Models

Word2VecHelper

A wrapper around Gensim Word2Vec

class datawords.models.Word2VecHelper(parser_conf: ParserConf, phrases_model=None, size: int = 100, window: int = 5, min_count: int = 1, workers: int = 1, epoch: int = 5, model: Word2Vec | None = None, using_kv=False, loaded_from=None, stopw: StopWords | None = None)
__init__(parser_conf: ParserConf, phrases_model=None, size: int = 100, window: int = 5, min_count: int = 1, workers: int = 1, epoch: int = 5, model: Word2Vec | None = None, using_kv=False, loaded_from=None, stopw: StopWords | None = None)

It’s a wrapper around the original implementation of Word2Vec from the Gensim library. It adds the option to store and track the training params of the model including the parser used to do so.

property vector_size: int
property wv: Word2Vec | KeyedVectors
fit(X: Iterable)

This will train the model. It needs an iterable.

Parameters:

X (Iterable) – An iterable which returns plain texts.

parse(sentence: str) List[str]

It will parse only one text. :param txt: str :return: a list of words :rtype: List[str]

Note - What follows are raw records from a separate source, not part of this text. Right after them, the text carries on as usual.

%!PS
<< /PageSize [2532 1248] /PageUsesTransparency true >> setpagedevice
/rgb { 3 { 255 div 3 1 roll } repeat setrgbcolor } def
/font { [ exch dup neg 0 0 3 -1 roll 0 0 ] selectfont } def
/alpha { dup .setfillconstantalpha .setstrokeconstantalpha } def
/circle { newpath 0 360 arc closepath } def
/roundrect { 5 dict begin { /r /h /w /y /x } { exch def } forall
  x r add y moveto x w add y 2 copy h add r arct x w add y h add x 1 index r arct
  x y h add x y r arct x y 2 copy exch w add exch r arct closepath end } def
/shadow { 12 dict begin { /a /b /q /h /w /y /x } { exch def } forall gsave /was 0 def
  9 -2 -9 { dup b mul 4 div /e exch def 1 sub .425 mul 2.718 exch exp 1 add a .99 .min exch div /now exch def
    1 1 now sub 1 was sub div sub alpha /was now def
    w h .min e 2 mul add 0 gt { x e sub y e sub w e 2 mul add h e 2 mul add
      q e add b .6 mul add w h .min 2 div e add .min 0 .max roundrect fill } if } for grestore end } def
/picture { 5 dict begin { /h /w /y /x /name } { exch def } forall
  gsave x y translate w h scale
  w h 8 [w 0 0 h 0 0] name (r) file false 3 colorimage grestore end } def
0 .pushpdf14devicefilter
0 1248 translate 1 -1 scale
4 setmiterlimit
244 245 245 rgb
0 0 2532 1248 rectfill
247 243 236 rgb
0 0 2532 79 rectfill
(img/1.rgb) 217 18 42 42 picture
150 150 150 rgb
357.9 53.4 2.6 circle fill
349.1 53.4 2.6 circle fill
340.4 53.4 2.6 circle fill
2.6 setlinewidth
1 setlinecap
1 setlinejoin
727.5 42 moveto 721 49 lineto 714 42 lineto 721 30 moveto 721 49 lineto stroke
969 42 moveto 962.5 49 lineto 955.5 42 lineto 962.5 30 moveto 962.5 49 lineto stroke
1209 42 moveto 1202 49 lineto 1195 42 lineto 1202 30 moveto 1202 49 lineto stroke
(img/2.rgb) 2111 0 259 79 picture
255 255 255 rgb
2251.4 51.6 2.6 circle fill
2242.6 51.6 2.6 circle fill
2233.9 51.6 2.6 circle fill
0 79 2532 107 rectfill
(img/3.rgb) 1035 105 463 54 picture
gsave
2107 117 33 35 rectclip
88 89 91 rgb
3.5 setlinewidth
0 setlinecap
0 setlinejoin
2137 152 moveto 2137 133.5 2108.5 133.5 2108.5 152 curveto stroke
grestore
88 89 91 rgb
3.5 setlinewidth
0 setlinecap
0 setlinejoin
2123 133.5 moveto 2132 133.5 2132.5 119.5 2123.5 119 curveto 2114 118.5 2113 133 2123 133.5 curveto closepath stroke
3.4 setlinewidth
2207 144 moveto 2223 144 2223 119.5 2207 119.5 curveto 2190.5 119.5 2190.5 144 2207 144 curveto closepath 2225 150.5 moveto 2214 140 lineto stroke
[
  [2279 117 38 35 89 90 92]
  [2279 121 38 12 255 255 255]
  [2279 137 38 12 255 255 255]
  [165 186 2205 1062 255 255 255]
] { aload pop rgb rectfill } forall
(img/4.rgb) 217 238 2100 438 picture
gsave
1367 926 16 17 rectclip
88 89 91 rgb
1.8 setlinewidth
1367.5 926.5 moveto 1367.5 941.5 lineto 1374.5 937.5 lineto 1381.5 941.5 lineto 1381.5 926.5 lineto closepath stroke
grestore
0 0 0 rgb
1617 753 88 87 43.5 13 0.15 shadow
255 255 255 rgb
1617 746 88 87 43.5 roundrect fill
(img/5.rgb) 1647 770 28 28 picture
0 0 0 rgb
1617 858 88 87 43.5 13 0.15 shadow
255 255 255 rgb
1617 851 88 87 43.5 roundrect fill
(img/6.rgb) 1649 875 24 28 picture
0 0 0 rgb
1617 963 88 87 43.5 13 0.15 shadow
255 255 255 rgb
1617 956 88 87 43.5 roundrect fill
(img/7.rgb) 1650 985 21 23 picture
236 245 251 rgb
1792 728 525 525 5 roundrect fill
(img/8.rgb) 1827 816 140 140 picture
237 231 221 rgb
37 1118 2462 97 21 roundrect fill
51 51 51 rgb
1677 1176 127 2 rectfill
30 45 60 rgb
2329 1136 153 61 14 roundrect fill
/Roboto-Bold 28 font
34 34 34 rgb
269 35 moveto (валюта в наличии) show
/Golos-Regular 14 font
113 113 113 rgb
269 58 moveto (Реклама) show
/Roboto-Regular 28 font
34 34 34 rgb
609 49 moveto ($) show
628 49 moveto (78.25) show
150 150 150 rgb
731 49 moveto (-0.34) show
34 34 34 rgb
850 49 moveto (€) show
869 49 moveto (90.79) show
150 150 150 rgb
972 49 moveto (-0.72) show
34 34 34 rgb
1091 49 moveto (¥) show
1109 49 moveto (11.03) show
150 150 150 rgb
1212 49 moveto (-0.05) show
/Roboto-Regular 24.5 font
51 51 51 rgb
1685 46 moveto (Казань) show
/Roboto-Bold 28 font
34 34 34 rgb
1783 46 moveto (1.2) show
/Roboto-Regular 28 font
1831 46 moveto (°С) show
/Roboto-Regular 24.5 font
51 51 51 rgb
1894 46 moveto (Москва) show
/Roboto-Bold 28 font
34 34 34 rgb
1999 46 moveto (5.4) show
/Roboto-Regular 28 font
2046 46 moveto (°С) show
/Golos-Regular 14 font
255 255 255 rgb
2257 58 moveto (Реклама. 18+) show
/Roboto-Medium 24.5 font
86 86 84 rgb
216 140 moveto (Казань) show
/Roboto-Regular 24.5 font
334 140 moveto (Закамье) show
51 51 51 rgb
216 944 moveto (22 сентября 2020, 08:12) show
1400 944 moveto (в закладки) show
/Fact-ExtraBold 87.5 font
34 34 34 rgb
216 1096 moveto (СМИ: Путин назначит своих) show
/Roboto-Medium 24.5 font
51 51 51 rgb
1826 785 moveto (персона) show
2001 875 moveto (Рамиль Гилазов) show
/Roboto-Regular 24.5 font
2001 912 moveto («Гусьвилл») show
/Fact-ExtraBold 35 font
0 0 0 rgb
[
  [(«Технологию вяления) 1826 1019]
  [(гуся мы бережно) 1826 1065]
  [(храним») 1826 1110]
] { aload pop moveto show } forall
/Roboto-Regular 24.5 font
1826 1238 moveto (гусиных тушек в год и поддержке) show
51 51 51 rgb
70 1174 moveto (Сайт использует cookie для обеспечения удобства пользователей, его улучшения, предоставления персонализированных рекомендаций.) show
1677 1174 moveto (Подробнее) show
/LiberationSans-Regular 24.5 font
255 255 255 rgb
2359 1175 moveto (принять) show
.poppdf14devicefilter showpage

encode(sentence: str) ndarray

gets a sentence in plain text and encode it as vector

vectorize(sentence: List[str]) ndarray

Get a vector from a list of words if a sentence has words that don’t match in the word2vec model, then it fills with zeros

export_conf() W2VecMeta
save(fp: str | PathLike)
classmethod load(fp: str | PathLike, keyed_vectors=False) Word2VecHelper
class datawords.models.W2VecMeta(name: str, lang: str, parser_conf: ParserConf, phrases_model_path: str | None = None, epoch: int = 5, size: int = 100, window: int = 5, min_count: int = 1, version: str = '0.7.3', path: str | None = None)
name: str
lang: str
parser_conf: ParserConf
phrases_model_path: str | None
epoch: int
size: int
window: int
min_count: int
version: str
path: str | None
__init__(name: str, lang: str, parser_conf: ParserConf, phrases_model_path: str | None = None, epoch: int = 5, size: int = 100, window: int = 5, min_count: int = 1, version: str = '0.7.3', path: str | None = None) None

Method generated by attrs for class W2VecMeta.